In this thought experiment, industry expert Johann W. Wiechers, PhD, concludes that skin differences between the human races are often very small but sometimes very real...
So, I managed to do it all within a single month--not bad for a starting consultant in cosmetic science. To what am I referring? Within a single month, I booked flights to: Brisbane, Australia; Auckland, New Zealand; Shanghai, China; Bristol, United Kingdom; Sao Paulo, Brazil; Buenos Aires, Argentina; and Lima, Perú. In each of these countries I will meet representatives from local International Federation of the Societies of Cosmetic Chemists (IFSCC) societies, and will present on topics of cosmetic science.
Each trip will involve a new presentation but the same basic talk can be used in different corners of our spherical world since the probability of finding another person with the same enormous carbon footprint as mine is fairly slim. And what’s more, cosmetic science is a global business, so what is true on one side of the planet is probably true on the other side, don’t you think?
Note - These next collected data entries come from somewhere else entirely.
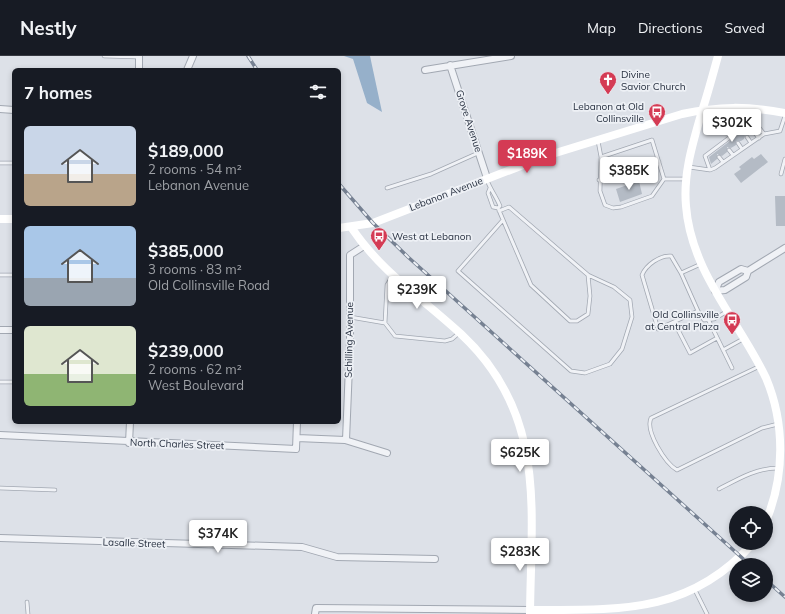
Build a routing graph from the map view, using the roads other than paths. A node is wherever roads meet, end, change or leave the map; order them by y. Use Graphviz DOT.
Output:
graph roads {
  1 [pos="104,56"];
  2 [pos="193,56"];
  3 [pos="511,56"];
  4 [pos="718,56"];
  5 [pos="139,57"];
  6 [pos="450,65"];
  7 [pos="139,68"];
  8 [pos="188,68"];
  9 [pos="425,70"];
  10 [pos="0,109"];
  11 [pos="703,109"];
  12 [pos="12,110"];
  13 [pos="785,115"];
  14 [pos="781,128"];
  15 [pos="785,129"];
  16 [pos="754,132"];
  17 [pos="764,134"];
  18 [pos="747,137"];
  19 [pos="759,138"];
  20 [pos="597,139"];
  21 [pos="738,143"];
  22 [pos="751,143"];
  23 [pos="742,149"];
  24 [pos="729,150"];
  25 [pos="479,153"];
  26 [pos="733,155"];
  27 [pos="601,157"];
  28 [pos="720,157"];
  29 [pos="785,159"];
  30 [pos="659,162"];
  31 [pos="724,162"];
  32 [pos="0,163"];
  33 [pos="12,164"];
  34 [pos="687,167"];
  35 [pos="710,170"];
  36 [pos="781,174"];
  37 [pos="487,178"];
  38 [pos="664,179"];
  39 [pos="686,179"];
  40 [pos="599,180"];
  41 [pos="387,188"];
  42 [pos="490,188"];
  43 [pos="498,210"];
  44 [pos="0,219"];
  45 [pos="12,219"];
  46 [pos="503,220"];
  47 [pos="351,227"];
  48 [pos="341,228"];
  49 [pos="364,246"];
  50 [pos="785,248"];
  51 [pos="701,264"];
  52 [pos="748,271"];
  53 [pos="681,273"];
  54 [pos="0,275"];
  55 [pos="12,275"];
  56 [pos="588,275"];
  57 [pos="392,276"];
  58 [pos="715,291"];
  59 [pos="698,311"];
  60 [pos="727,311"];
  61 [pos="350,317"];
  62 [pos="708,320"];
  63 [pos="674,322"];
  64 [pos="385,323"];
  65 [pos="0,330"];
  66 [pos="12,330"];
  67 [pos="460,332"];
  68 [pos="717,338"];
  69 [pos="743,339"];
  70 [pos="723,350"];
  71 [pos="760,366"];
  72 [pos="732,368"];
  73 [pos="0,382"];
  74 [pos="12,382"];
  75 [pos="780,423"];
  76 [pos="130,424"];
  77 [pos="297,424"];
  78 [pos="0,435"];
  79 [pos="297,438"];
  80 [pos="345,440"];
  81 [pos="130,443"];
  82 [pos="387,453"];
  83 [pos="782,468"];
  84 [pos="0,488"];
  85 [pos="719,489"];
  86 [pos="55,490"];
  87 [pos="772,506"];
  88 [pos="0,538"];
  89 [pos="747,550"];
  90 [pos="435,559"];
  91 [pos="696,592"];
  92 [pos="27,602"];
  93 [pos="316,611"];
  94 [pos="530,612"];
  95 [pos="28,614"];
  96 [pos="707,614"];
  1 -- 5 [label="lane"];
  2 -- 8 [label="street"];
  3 -- 6 [label="street"];
  4 -- 11 [label="street"];
  5 -- 7 [label="street"];
  6 -- 9 [label="street"];
  6 -- 25 [label="street, Grove Avenue"];
  10 -- 12 [label="street"];
  11 -- 13 [label="street, Lebanon Avenue"];
  11 -- 20 [label="street, Lebanon Avenue"];
  11 -- 34 [label="street"];
  13 -- 14 [label="lane"];
  14 -- 15 [label="lane"];
  14 -- 17 [label="lane"];
  16 -- 19 [label="lane"];
  17 -- 19 [label="lane"];
  17 -- 35 [label="lane"];
  18 -- 22 [label="lane"];
  19 -- 22 [label="lane"];
  20 -- 27 [label="lane"];
  20 -- 37 [label="street, Lebanon Avenue"];
  21 -- 23 [label="lane"];
  22 -- 23 [label="lane"];
  23 -- 26 [label="lane"];
  24 -- 26 [label="lane"];
  25 -- 37 [label="street, Grove Avenue"];
  25 -- 41 [label="lane"];
  26 -- 31 [label="lane"];
  27 -- 30 [label="lane"];
  27 -- 40 [label="lane"];
  28 -- 31 [label="lane"];
  29 -- 36 [label="lane"];
  30 -- 38 [label="lane"];
  30 -- 40 [label="lane"];
  31 -- 35 [label="lane"];
  32 -- 33 [label="lane"];
  34 -- 35 [label="lane"];
  34 -- 39 [label="street"];
  37 -- 42 [label="lane"];
  37 -- 47 [label="street, Lebanon Avenue"];
  38 -- 39 [label="lane"];
  38 -- 40 [label="lane"];
  39 -- 51 [label="street"];
  42 -- 43 [label="lane"];
  42 -- 43 [label="lane"];
  43 -- 46 [label="lane"];
  43 -- 56 [label="lane"];
  44 -- 45 [label="street"];
  46 -- 56 [label="lane"];
  46 -- 56 [label="lane"];
  47 -- 48 [label="street, Lebanon Avenue"];
  47 -- 49 [label="street"];
  49 -- 57 [label="street"];
  49 -- 61 [label="street, Schilling Avenue"];
  50 -- 52 [label="street"];
  51 -- 53 [label="lane"];
  51 -- 58 [label="street"];
  52 -- 58 [label="street"];
  52 -- 58 [label="street"];
  53 -- 59 [label="lane"];
  53 -- 63 [label="lane"];
  54 -- 55 [label="lane"];
  57 -- 64 [label="lane"];
  57 -- 67 [label="street"];
  58 -- 60 [label="street"];
  59 -- 62 [label="lane"];
  59 -- 63 [label="lane"];
  60 -- 62 [label="lane"];
  60 -- 69 [label="street"];
  61 -- 64 [label="lane"];
  61 -- 80 [label="street, Schilling Avenue"];
  62 -- 68 [label="lane"];
  63 -- 68 [label="lane"];
  64 -- 67 [label="lane"];
  65 -- 66 [label="street"];
  67 -- 94 [label="street"];
  68 -- 70 [label="lane"];
  69 -- 70 [label="lane"];
  69 -- 71 [label="street"];
  70 -- 72 [label="lane"];
  71 -- 75 [label="street"];
  71 -- 75 [label="lane"];
  73 -- 74 [label="lane"];
  75 -- 83 [label="street"];
  76 -- 81 [label="street"];
  77 -- 79 [label="street"];
  78 -- 81 [label="street, North Charles Street"];
  79 -- 80 [label="street"];
  79 -- 81 [label="street, North Charles Street"];
  80 -- 82 [label="street"];
  83 -- 85 [label="lane"];
  83 -- 87 [label="street"];
  84 -- 86 [label="lane"];
  88 -- 90 [label="street, Lasalle Street"];
  89 -- 91 [label="street"];
  91 -- 94 [label="street"];
  91 -- 96 [label="lane"];
  92 -- 95 [label="lane"];
  93 -- 94 [label="street"];
}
Of course, until you consider ethnic products.
If the rationale for ethnic products is correct, then cosmetic science should be different in different places of the world. However, my behavior of using one basic talk in different corners of the world suggests that the science is the same. And if the science is the same, the products should be the same. So either I am wrong and there is indeed a different need amongst the various races on this planet, or our marketing colleagues have it wrong and the industry is selling stories. I know which one of the two I would prefer to be wrong, but let's explore this concept.
Many papers and reviews have been written about differences in skin permeability between ethnicities. When Japanese women were compared with European women in their perception of lactic acid-induced sting, the difference was profound. Japanese women suffered much more from the lactic acid than their European counterparts. In examining studies that have compared in vivo differences in skin barrier function between Asian, Black and Caucasian skin, one quickly concludes that based on methyl nicotinate penetration, Asian skin is by far the most permeable of the three, followed by Caucasian; and Black skin is the toughest of the three.
So there are differences and I am more wrong than I would like to admit; I should study the literature a bit better before stating an opinion that there are no differences between skins of different color. How could I have been so wrong? But now I recall another article describing skin penetration of acetylsalicylic acid, benzoic acid and caffeine, and I see that I was not wrong. That article showed no difference whatsoever between the three races in skin permeability. Because it is unlikely for both of us to be right, the search for truth continues. ...Although I cannot resist quoting my brother-in-law, a lawyer, who once said to me: “Johann, life is not about being right but about getting it right,” and I guess that is why he became a judge--so that he is always right!
A reduced skin barrier function should be able to explain an increased sensitivity of Asian skin; so if my theory is right, the transepidermal water loss (TEWL) of Asian skin should be higher than that of Black or Caucasian skin. So, back to the scientific literature...what do we see? To my astonishment, when TEWL values of Japanese and German women were compared, those of Japanese women were statistically significantly lower.... I am shooting myself in the foot here, and can already hear my marketing colleagues laughing in the background, saying, “We don’t need all this science, we know simply by listening to our customers!”
I must defend myself to maintain some credibility and argue that my marketing colleagues do not know why the TEWL of Japanese women was shown to be lower than that of German women. This fact could be caused by a stabilization of the orthorhombic skin lipid phase in their intercellular spaces... and then it hits me and I see the light: The methyl nicotinate penetration study and the lactic acid that showed Asian skin to be more permeable penetrate via pores; whereas the acetylsalicylic acid, benzoic acid and caffeine all penetrate via the bulk of the stratum corneum. If Asian skin has more pores, bigger pores, or cleaner pores perhaps because of spicier food that causes the pores to open wider, this could explain it all.
Asian skin seems to be more permeable but this could only be related to pores, whereas the least permeable skin lipid phase, the orthorhombic phase, may genetically be more stabilized in Asian skin. Finally, I know that I am right and can explain it all: Skin differences between the human races are often very small but sometimes very real. But by this time, I have completely lost my marketing colleagues. They’re already out there marketing sensitive skin creams to the Asian population. I may be right, but they are getting it right. And what's nice about our industry is that, in regards to this issue of ethnic skin, whether you are a cosmetic scientist being right or a cosmetic marketer getting it right, we’re both happy!
Johann W. Wiechers, PhD
Technical Advisor, Allured Publishing Corp.